Is the social messaging startup WhatsApp worth the $19 million Facebook is paying? That's for the market to decide. But the company's extraordinary success is on display in a particular subculture not typically associated with social networking.
“The rabbis overseeing divorces say WhatsApp is the No. 1 cause of destruction of Jewish homes and business,” the New York newspaper Der Blatt reported last month, in a headline written, as the entire newspaper is, in Yiddish. The translation comes courtesy of The Jewish Daily Forward, an independent mainstream English-language site that has documented the complex relationship between the faith’s strictest adherents and the smartphone. The specific temptations are pointedly left unstated in the Der Blatt story, but any breach of modesty is a serious matter in the ultra-Orthodox community.
Ultra-Orthodox Jews, known for their black suits and wide-brimmed fedoras, go to great lengths to segregate themselves from the modern world, building whole communities committed to enforcing the strict moral codes taken from scripture and expressed in the vestments of pre-Enlightenment Eastern Europe. Against this ideal, the digital world presents a consistent challenge.
“The siren song of the Internet entices us!” a man named Eytan Kobre proclaimed outside Citi Field on May 20, 2012, the day the home of the New York Mets was filled by 40,000 ultra-Orthodox men attending a rally to denounce the Internet. Kobre was the event's spokesman, telling reporters: “It brings out the worst in us!”
And because smartphones bring the Internet as close as your pocket, the devices are seen as particularly pernicious. One rabbi compared them to a weapon. Another smashed one in public. In Israel, the late Rabbi Ovadia Yosef inveighed so frequently against the gadgets that, when he lay on his death bed last year, a supporter urged breaking 10,000 iPhones to restore him to health.
And yet, the supporter posted his plea on Facebook, and the rabbi had his own smartphone app (one that secular Israelis claimed was used to turn out voters for the Shas political party Yosef led). Rather than enforce a total ban on smartphones, some rabbis set out to neuter them. “Kosher phones” are stripped of applications that tap into the Internet or are deemed at risk of promoting unhealthy distraction by The Rabbinic Committee for Matters of Communications, which answers to the top ultra-Orthodox rabbis worldwide. The Forward reports that, of 20,000 apps, only 600 are approved for the faithful by "rabbinic advisers" consulted by an Israeli supermarket chain that offers a "Kosher" LG-Nexus 4. Facebook was banned, as was YouTube. But somehow WhatsApp was overlooked, and ultra-Orthodox men flocked to it in recent months, the newspaper reports.

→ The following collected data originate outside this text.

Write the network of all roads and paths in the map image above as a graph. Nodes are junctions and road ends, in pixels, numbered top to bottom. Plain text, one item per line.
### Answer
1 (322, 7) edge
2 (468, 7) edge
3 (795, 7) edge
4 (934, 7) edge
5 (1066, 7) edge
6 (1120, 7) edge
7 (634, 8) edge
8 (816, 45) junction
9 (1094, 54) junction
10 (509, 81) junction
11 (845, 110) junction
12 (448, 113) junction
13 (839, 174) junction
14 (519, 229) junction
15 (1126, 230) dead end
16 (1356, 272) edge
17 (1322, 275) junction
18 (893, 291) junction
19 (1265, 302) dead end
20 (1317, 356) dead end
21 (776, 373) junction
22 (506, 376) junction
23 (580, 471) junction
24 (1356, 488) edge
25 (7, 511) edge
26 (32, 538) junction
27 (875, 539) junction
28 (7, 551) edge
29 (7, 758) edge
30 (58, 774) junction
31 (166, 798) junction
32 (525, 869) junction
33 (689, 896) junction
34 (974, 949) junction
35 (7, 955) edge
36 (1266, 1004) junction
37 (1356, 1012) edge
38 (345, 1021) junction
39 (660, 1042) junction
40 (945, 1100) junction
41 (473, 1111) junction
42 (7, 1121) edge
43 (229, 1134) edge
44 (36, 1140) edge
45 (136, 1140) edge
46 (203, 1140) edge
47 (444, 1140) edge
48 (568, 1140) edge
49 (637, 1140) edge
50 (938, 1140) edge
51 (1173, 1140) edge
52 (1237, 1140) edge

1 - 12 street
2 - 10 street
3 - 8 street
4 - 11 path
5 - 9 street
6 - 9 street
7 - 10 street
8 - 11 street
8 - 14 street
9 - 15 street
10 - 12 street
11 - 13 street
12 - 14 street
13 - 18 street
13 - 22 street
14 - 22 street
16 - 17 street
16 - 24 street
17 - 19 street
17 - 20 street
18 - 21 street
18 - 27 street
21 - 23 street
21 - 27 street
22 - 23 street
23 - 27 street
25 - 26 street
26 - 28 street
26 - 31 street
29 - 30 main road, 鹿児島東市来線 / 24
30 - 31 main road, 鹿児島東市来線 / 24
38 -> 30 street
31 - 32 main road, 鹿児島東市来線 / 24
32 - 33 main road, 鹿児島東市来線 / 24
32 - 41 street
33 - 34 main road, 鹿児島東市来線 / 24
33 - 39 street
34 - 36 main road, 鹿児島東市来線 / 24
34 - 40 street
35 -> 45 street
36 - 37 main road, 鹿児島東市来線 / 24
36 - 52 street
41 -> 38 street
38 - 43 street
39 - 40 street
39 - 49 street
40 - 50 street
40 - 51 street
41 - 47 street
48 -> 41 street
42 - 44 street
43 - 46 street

The messaging service allows its 450 million users worldwide to send and receive photos, videos and text, among a small group. It’s not exactly Snapchat, the messaging application that automatically erases an image moments after it’s sent (making the world safe for sexting). But Der Blatt said WhatsApp was destroying families by distracting parents from their children and worse.
The Forward quotes religious users arguing that the WhatsApp’s group messaging function actually enhances community cohesion but the site reports the company that filters smartphones for one Hasidic sect is preparing to block WhatsApp's functionality. Lipa Schmeltzer, a Hasidic pop star who's been called "the Jewish Elvis," told reporter Josh Nathan-Kazis the ban makes little sense given that the authorities have already forbidden the Internet.
“It’s like banning a shopping center and then feeling the need to ban particularly aisle nine,” Schmeltzer says.